Editorial | Banking on ‘silver bonds’ is not enough
- While such investments are almost risk-free and offer a relatively high rate of return, it does little to tackle the core issue of a decent retirement income for Hong Kong’s rapidly ageing population

Uncertainty can make people cautious about investing. A telling exception is to be found in the unprecedented subscription by Hong Kong’s over-sixties in the latest issue of so-called silver bonds.
The Hong Kong Monetary Authority says the eighth round of the low-risk, inflation-linked government debt targeted at senior savers has attracted the highest response to date.
The 326,000 subscription applications are worth around HK$72.18 billion, or about 1.4 times the target issuance. Due to the demand it is expected that the final issue size will be increased from HK$50 billion to the upper limit of HK$55 billion. The HKMA will announce the final allotment on Wednesday.

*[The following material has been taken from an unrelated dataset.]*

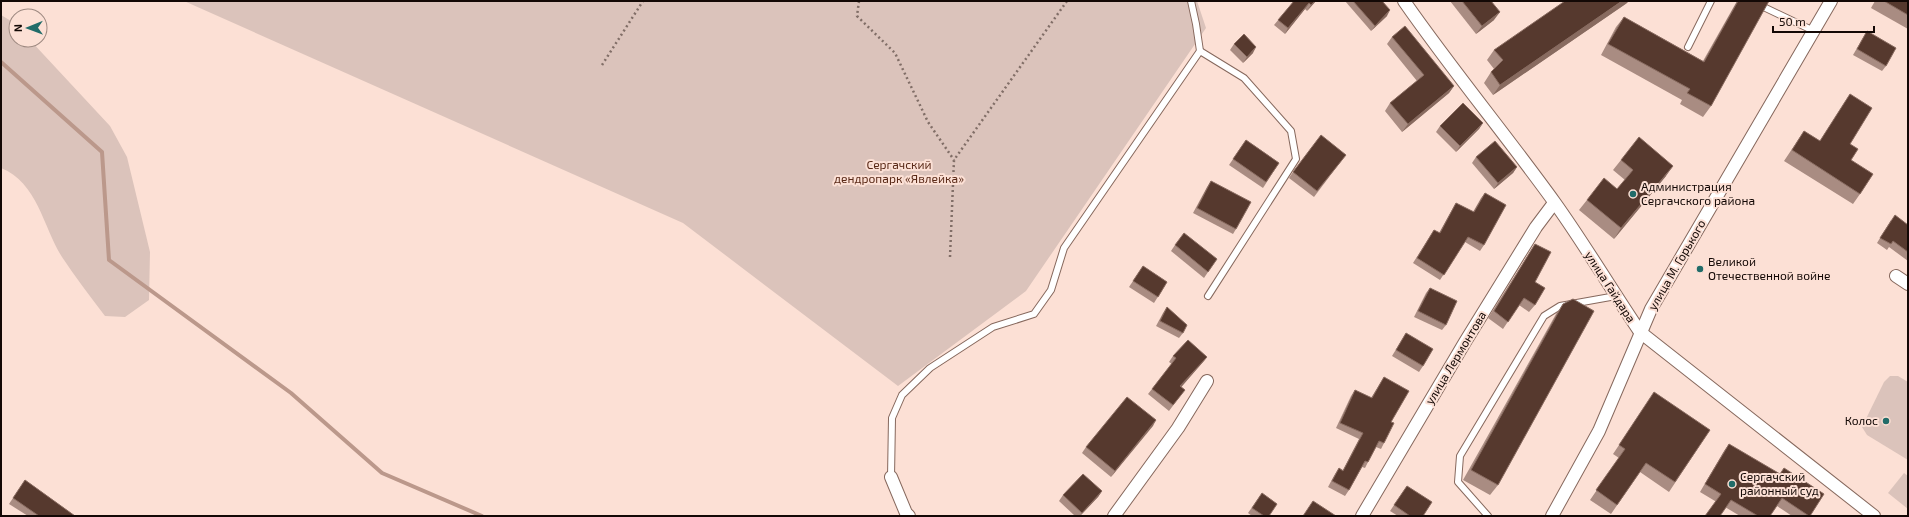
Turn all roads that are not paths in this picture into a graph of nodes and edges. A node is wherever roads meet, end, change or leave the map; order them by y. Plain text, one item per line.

An HSBC spokesman noted that 30 per cent of its subscribers to the silver bonds were first-timers, and about half used mobile and internet banking. “With mobile banking becoming increasingly popular among elderly customers, mobile application [use] increased 50 per cent [since the last silver bond issuance in August 2022,” she said. Bank of China (Hong Kong) reported a similar experience.
The higher take-up reflects the attraction of the combination of higher interest rates and low risk at a time of struggling stock markets. But there is more to it than market uncertainty.
A guaranteed annual coupon of 5 per cent versus 4 per cent in the previous sale underlines the rising cost of living in Hong Kong, already ranked one of the world’s most expensive cities.